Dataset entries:
☆ ☆ ☆ ☆ ☆ ☆ ☆
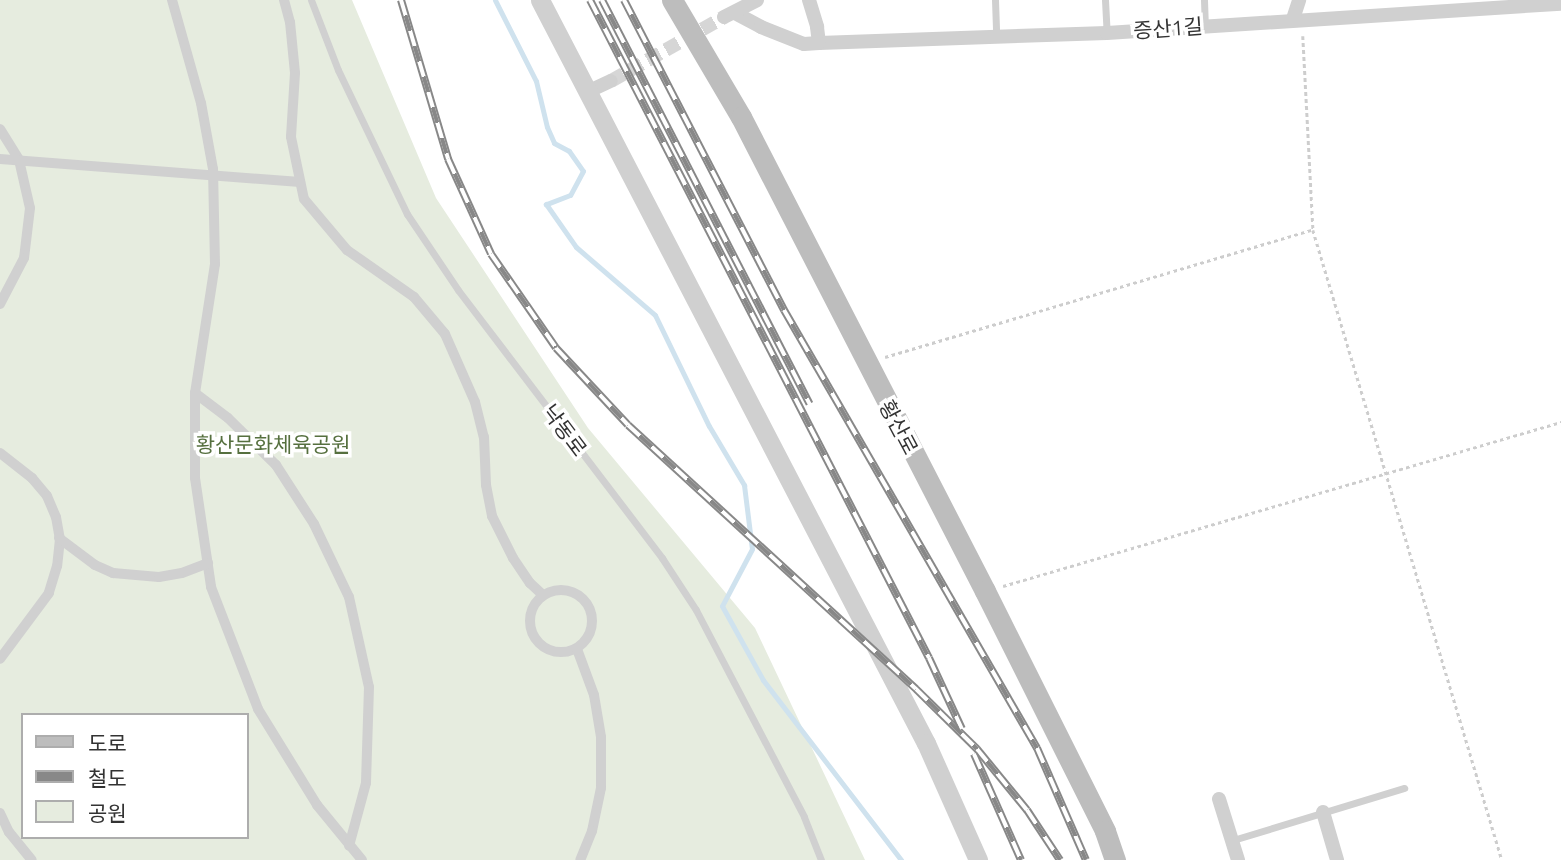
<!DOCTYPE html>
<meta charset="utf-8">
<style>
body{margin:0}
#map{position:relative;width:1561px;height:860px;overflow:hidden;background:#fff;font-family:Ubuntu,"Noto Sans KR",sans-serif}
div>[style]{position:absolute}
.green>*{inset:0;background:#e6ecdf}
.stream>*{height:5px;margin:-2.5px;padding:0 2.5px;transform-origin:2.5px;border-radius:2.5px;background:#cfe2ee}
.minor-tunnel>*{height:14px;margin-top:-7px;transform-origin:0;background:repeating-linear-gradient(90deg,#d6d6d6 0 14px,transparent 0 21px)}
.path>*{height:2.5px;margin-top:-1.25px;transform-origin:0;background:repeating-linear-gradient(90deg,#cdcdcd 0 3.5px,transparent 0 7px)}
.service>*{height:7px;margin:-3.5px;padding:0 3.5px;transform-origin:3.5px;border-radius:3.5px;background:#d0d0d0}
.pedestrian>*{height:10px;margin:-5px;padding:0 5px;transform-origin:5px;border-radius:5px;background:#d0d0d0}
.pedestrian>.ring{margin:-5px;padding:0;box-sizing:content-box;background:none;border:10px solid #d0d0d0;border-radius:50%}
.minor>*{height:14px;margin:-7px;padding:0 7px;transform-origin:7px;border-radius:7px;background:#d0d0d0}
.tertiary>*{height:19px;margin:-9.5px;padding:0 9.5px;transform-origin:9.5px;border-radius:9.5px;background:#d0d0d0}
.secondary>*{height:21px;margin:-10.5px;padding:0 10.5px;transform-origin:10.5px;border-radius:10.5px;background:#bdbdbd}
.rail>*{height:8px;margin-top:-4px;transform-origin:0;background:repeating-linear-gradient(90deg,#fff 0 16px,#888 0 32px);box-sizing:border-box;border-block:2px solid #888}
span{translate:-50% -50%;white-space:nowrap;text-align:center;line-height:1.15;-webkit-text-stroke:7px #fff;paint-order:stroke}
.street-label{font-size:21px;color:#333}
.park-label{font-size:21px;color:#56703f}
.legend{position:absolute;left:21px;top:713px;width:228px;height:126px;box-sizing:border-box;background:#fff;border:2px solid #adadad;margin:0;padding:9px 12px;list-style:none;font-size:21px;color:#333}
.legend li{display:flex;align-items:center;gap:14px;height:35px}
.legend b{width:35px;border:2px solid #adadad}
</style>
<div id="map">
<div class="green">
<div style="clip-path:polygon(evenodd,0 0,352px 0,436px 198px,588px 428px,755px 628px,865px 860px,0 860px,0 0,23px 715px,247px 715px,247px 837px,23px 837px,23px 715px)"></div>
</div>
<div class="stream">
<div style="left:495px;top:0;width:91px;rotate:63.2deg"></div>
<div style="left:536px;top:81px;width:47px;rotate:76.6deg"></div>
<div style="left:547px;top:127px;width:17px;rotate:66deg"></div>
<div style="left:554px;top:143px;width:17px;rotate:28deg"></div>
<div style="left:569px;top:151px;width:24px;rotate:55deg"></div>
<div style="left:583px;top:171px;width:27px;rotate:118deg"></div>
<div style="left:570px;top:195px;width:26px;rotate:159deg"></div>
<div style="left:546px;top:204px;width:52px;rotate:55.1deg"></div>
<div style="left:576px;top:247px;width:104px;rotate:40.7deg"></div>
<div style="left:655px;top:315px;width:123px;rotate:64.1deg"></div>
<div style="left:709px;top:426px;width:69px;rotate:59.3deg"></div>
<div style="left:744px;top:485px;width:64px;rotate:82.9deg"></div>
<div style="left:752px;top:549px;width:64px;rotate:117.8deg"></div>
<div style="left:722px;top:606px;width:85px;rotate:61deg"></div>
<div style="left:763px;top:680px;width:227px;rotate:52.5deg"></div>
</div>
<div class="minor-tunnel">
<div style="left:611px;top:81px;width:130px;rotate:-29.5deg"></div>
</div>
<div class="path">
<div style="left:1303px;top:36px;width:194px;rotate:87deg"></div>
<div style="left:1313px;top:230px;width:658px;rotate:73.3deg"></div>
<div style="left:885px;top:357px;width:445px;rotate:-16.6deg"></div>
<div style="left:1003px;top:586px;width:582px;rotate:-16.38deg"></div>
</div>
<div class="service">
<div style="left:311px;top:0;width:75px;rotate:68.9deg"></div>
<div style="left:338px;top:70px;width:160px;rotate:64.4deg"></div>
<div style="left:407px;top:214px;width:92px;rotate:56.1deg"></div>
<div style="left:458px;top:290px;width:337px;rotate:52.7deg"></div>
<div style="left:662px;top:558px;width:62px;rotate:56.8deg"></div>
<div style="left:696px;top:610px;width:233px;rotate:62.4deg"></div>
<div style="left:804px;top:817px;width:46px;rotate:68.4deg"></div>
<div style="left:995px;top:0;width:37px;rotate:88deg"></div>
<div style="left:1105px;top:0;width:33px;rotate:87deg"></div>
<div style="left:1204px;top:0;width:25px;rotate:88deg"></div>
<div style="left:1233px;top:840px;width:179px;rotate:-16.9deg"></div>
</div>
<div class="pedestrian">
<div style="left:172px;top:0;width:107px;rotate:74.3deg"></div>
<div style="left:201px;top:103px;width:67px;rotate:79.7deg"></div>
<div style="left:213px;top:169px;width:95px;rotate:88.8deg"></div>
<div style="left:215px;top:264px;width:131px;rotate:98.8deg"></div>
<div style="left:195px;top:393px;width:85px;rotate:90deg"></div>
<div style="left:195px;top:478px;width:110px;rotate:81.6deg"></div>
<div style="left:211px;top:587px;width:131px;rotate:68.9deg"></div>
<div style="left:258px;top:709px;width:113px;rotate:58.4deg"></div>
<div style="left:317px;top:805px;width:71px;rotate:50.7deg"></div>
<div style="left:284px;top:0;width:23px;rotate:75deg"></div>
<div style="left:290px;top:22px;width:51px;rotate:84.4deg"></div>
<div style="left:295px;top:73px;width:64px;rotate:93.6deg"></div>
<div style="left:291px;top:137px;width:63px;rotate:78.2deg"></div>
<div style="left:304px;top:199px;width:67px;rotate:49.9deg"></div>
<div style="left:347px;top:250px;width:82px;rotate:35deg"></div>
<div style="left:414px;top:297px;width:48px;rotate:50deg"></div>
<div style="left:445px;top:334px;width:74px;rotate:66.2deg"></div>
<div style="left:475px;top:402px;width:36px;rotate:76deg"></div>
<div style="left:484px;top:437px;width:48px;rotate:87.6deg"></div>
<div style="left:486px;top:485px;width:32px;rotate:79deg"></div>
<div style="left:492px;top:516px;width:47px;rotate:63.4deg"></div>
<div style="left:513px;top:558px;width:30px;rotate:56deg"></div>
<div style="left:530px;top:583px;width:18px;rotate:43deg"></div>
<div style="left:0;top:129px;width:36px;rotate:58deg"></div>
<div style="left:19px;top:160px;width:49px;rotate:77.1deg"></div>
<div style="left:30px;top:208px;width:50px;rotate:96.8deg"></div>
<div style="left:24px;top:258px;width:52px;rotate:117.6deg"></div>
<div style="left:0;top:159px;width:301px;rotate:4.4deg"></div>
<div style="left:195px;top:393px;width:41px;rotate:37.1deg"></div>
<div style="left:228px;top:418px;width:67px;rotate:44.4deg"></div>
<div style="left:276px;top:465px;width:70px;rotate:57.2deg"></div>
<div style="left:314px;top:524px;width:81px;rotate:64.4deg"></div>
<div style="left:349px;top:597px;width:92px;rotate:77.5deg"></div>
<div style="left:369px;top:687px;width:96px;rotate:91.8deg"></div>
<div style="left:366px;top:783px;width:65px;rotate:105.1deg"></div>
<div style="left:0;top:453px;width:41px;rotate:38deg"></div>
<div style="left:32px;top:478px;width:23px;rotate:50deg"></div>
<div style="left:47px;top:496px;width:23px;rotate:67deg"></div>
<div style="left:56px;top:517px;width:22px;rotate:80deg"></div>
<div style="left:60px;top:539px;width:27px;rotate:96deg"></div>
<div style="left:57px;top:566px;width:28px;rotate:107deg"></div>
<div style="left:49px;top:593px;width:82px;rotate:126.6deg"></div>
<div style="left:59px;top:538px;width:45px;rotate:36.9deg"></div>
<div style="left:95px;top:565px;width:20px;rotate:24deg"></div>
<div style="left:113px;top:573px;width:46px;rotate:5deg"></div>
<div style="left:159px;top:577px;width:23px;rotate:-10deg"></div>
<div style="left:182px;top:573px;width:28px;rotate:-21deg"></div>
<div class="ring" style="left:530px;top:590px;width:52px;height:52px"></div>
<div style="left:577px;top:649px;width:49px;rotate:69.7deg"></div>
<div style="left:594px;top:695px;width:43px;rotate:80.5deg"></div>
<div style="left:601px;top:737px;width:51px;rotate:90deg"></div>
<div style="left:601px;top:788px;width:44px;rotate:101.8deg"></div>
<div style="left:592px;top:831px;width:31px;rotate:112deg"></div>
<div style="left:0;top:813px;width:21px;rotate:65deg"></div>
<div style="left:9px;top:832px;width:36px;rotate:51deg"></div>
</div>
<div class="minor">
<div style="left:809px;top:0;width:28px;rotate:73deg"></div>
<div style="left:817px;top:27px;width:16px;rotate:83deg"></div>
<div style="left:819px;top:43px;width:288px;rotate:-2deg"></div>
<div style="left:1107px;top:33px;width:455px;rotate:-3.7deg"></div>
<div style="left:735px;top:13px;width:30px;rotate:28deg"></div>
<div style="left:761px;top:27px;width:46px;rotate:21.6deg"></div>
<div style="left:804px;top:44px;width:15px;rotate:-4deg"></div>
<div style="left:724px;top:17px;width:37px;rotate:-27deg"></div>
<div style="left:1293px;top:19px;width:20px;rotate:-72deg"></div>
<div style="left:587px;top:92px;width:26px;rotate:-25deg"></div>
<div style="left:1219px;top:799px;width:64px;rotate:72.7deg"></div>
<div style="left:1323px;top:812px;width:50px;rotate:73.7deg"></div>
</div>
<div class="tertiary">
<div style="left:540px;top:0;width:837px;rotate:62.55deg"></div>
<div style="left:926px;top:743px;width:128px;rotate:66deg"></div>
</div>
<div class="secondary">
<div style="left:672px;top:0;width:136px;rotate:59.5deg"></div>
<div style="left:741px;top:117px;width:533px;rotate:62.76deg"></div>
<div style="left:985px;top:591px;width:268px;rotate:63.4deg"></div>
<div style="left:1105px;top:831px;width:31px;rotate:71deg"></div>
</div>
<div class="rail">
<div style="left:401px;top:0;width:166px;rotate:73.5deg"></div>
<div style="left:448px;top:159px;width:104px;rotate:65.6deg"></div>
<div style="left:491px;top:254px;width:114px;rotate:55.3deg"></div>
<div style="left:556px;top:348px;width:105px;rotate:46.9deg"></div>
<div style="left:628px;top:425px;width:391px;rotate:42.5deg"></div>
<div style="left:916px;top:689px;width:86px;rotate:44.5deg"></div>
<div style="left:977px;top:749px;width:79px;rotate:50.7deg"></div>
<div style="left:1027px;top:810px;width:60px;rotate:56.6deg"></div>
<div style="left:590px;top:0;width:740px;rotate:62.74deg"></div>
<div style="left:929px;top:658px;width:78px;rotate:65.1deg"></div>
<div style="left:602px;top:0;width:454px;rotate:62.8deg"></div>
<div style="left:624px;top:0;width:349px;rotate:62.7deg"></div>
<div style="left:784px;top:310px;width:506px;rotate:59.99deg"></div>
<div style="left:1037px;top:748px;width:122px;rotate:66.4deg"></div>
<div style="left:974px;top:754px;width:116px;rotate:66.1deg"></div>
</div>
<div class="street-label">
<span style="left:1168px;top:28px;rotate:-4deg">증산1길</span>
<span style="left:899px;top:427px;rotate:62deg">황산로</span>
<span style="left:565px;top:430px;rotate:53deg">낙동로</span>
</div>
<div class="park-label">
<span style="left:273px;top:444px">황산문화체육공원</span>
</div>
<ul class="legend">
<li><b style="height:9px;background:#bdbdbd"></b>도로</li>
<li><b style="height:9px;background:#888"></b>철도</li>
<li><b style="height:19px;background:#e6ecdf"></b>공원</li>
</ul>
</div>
☆ ☆ ☆ ☆ ☆ ☆ ☆
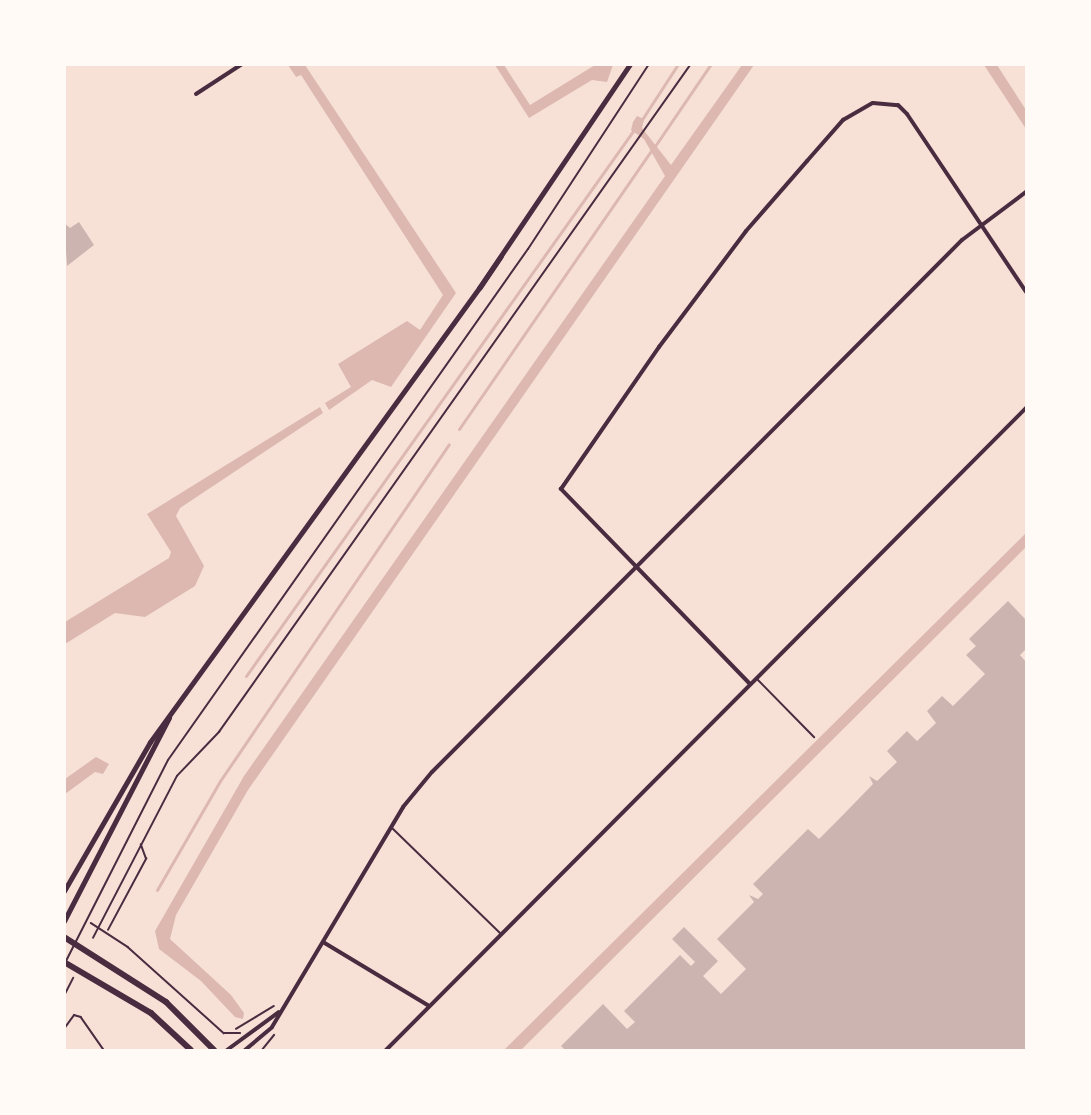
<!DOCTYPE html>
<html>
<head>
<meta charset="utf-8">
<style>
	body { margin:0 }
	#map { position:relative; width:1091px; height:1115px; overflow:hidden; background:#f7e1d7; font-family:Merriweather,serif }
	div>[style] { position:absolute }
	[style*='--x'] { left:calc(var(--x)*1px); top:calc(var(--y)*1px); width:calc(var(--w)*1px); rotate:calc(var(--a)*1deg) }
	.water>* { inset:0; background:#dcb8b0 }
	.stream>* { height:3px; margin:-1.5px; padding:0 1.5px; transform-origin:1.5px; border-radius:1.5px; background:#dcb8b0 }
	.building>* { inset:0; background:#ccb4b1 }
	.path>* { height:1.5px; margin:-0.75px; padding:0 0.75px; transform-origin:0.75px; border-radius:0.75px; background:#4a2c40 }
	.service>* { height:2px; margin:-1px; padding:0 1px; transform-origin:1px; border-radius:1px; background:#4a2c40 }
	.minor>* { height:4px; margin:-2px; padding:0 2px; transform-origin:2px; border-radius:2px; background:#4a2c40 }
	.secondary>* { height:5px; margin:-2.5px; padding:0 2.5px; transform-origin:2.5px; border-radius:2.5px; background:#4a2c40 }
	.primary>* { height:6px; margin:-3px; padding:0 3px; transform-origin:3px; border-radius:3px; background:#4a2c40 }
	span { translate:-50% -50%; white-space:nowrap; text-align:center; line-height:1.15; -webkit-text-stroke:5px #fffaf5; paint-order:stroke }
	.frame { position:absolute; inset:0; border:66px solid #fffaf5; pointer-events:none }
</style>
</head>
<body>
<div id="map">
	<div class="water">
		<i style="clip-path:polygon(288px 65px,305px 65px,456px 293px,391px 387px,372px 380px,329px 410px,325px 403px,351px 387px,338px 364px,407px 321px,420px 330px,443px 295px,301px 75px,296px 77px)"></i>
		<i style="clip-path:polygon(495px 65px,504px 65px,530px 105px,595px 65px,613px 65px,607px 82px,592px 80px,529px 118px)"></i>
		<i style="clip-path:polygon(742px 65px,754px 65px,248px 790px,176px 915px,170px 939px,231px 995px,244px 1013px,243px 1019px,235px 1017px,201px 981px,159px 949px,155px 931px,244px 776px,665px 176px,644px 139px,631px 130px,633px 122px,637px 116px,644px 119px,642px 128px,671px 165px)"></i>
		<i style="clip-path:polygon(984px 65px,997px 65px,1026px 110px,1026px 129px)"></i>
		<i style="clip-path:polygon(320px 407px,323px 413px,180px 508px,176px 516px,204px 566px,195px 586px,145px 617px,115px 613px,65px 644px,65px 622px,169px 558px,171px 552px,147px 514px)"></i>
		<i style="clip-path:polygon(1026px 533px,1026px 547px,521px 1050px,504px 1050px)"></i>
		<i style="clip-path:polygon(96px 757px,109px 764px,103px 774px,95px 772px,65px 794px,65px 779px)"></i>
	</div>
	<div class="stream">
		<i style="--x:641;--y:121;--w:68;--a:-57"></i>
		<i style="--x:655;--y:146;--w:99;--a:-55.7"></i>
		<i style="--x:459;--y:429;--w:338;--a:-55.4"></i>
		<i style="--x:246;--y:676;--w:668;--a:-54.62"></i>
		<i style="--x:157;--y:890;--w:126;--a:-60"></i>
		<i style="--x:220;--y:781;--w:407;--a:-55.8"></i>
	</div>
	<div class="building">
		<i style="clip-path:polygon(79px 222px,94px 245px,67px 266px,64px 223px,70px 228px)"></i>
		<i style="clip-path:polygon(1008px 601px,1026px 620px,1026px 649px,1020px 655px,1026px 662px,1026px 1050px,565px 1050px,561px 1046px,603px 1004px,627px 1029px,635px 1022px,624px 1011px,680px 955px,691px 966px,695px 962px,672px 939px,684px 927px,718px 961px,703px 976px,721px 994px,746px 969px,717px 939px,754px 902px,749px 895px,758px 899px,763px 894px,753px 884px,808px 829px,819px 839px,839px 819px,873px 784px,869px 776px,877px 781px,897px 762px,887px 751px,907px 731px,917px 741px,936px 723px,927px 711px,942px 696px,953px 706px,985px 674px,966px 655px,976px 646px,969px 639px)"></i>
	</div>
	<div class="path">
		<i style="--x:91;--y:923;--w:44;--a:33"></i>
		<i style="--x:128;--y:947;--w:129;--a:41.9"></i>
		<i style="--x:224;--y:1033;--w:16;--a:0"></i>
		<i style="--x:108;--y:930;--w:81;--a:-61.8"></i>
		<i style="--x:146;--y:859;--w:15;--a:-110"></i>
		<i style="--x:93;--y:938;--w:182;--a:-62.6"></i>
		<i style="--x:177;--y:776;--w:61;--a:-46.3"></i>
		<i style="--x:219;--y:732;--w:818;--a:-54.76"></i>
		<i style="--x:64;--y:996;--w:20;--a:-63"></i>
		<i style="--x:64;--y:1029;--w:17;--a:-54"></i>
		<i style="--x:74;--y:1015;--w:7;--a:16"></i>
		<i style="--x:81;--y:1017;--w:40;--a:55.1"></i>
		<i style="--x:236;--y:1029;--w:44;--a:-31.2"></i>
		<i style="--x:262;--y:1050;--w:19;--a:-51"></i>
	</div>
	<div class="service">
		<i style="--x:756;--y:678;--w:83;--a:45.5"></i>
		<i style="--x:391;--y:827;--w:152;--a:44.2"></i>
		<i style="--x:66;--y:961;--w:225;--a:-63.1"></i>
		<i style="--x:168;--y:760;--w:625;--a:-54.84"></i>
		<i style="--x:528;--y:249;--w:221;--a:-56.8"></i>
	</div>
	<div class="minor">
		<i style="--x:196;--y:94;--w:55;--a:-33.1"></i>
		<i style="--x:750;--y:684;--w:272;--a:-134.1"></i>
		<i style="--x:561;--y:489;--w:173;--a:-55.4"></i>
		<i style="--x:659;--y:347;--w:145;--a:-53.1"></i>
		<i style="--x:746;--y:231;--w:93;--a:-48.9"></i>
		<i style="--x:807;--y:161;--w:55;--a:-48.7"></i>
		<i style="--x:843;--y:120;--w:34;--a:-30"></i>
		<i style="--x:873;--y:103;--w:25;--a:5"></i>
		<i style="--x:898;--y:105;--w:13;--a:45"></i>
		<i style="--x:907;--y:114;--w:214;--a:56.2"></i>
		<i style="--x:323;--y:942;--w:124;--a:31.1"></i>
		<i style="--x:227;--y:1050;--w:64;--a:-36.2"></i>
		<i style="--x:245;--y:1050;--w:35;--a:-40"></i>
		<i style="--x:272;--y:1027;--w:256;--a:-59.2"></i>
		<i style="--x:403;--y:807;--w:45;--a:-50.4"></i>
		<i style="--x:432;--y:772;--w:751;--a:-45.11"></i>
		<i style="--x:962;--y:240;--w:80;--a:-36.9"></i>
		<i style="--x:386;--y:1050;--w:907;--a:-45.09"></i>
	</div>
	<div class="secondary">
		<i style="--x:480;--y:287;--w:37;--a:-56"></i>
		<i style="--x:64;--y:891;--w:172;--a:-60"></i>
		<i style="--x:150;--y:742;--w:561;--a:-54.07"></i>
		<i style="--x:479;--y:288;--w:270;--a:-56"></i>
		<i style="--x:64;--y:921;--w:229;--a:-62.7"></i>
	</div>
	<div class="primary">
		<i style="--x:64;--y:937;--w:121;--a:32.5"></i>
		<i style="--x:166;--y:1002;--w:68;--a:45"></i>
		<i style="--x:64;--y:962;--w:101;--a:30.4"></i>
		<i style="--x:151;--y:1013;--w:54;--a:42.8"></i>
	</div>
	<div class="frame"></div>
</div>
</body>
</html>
☆ ☆ ☆ ☆ ☆ ☆ ☆
--- The problem ---
Look above for the line with "height:3px; margin:-1.5px; padding:0" and the line with "height:1.5px; margin:-0.75px; padding:0". Retype those two lines and every line between them exactly, adding nothing.

--- Task answer ---
	.stream>* { height:3px; margin:-1.5px; padding:0 1.5px; transform-origin:1.5px; border-radius:1.5px; background:#dcb8b0 }
	.building>* { inset:0; background:#ccb4b1 }
	.path>* { height:1.5px; margin:-0.75px; padding:0 0.75px; transform-origin:0.75px; border-radius:0.75px; background:#4a2c40 }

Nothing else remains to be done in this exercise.